■ WHAT IS NEEDED
Tally the lines of the records that contain the string "ends", then give the total and nothing more.

THE RECORDS: Begin

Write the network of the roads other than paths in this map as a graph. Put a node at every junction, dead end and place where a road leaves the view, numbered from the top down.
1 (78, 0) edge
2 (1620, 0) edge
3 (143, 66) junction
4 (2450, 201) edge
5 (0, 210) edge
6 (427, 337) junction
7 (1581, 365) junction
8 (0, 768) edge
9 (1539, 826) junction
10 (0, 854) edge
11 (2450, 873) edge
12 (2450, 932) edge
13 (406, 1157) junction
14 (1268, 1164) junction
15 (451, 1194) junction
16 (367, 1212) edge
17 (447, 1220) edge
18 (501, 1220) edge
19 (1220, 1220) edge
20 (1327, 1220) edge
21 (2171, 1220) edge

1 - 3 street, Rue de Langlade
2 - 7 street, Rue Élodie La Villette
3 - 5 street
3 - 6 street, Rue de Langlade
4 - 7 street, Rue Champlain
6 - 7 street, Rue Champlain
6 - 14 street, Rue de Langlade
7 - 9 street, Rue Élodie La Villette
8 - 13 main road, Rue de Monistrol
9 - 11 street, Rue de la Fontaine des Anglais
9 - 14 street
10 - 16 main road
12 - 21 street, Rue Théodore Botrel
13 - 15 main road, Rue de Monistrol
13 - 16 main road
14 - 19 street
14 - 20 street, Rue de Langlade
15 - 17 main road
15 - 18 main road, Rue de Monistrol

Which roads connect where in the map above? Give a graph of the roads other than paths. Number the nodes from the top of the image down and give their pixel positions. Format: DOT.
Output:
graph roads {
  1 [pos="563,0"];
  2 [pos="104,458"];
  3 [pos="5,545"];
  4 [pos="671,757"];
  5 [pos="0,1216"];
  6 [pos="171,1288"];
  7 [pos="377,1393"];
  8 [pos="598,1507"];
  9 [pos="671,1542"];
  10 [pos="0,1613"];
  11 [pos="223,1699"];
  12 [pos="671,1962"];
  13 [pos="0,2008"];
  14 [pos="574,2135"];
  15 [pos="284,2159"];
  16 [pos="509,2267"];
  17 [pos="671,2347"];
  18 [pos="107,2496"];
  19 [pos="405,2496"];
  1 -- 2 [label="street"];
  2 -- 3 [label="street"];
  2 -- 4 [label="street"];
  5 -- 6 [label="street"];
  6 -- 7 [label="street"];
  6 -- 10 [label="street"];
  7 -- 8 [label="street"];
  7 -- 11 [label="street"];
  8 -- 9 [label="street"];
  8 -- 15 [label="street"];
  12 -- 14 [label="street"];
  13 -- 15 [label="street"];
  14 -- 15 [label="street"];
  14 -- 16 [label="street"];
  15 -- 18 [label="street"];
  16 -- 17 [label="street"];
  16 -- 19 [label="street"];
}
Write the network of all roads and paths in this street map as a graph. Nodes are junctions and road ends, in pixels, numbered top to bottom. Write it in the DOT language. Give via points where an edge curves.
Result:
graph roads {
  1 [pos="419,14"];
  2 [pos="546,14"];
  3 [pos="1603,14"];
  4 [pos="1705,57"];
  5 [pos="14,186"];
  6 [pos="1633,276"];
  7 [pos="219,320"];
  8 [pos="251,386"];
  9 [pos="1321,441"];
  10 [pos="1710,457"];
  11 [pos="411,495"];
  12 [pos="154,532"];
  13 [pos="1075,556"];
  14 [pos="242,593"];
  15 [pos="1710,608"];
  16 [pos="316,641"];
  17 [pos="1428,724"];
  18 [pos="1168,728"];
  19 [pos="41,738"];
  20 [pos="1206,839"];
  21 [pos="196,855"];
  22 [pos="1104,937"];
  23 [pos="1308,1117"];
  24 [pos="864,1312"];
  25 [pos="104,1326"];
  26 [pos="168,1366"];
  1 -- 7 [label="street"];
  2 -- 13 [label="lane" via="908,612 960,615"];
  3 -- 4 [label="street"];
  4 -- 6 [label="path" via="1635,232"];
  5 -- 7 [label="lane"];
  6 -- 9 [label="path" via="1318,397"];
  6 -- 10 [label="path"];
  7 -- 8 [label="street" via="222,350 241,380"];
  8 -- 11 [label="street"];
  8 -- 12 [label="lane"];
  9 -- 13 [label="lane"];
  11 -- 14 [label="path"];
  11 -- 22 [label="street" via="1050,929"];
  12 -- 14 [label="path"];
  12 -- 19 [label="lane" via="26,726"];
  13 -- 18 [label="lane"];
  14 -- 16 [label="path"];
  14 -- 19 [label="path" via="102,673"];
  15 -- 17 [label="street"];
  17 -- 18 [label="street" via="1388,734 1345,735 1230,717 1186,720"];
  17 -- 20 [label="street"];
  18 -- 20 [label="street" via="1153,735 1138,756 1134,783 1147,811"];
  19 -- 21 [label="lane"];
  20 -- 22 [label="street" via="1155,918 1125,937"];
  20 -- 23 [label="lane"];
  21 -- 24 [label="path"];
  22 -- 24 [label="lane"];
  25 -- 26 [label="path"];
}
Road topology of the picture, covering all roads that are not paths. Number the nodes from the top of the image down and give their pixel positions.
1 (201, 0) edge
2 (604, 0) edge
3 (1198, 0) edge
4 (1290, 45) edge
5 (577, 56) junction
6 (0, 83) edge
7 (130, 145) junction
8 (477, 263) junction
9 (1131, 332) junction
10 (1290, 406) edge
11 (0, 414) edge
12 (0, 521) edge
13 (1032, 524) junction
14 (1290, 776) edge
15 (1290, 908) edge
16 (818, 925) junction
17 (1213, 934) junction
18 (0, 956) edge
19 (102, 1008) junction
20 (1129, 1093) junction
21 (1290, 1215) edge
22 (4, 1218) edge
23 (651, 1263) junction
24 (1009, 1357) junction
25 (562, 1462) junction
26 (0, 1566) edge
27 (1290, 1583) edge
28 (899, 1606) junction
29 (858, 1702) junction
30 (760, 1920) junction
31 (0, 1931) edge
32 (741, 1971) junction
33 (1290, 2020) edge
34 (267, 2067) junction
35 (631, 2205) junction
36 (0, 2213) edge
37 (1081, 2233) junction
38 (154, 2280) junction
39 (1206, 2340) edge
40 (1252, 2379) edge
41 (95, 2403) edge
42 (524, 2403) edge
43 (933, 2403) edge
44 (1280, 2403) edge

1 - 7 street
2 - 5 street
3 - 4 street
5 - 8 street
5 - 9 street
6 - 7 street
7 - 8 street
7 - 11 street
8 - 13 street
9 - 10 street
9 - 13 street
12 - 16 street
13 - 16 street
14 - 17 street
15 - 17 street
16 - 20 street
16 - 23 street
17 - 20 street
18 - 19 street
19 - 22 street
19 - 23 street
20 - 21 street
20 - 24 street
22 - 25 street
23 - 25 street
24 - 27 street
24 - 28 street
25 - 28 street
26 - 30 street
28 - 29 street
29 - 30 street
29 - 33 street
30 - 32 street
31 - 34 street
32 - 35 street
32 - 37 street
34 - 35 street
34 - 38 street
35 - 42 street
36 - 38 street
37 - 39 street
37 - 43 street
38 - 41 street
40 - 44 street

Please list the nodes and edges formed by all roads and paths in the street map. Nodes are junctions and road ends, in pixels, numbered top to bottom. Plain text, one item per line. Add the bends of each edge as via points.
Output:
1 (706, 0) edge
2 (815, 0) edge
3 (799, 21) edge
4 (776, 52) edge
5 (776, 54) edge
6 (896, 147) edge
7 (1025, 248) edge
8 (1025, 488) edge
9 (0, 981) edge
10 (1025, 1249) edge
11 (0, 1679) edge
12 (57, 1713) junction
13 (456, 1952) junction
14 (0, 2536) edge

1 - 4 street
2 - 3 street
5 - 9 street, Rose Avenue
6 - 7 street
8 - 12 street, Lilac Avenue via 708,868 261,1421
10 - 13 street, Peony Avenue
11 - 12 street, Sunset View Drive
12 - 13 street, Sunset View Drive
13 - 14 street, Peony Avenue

THE RECORDS: End

■ RESPONSE AREA
2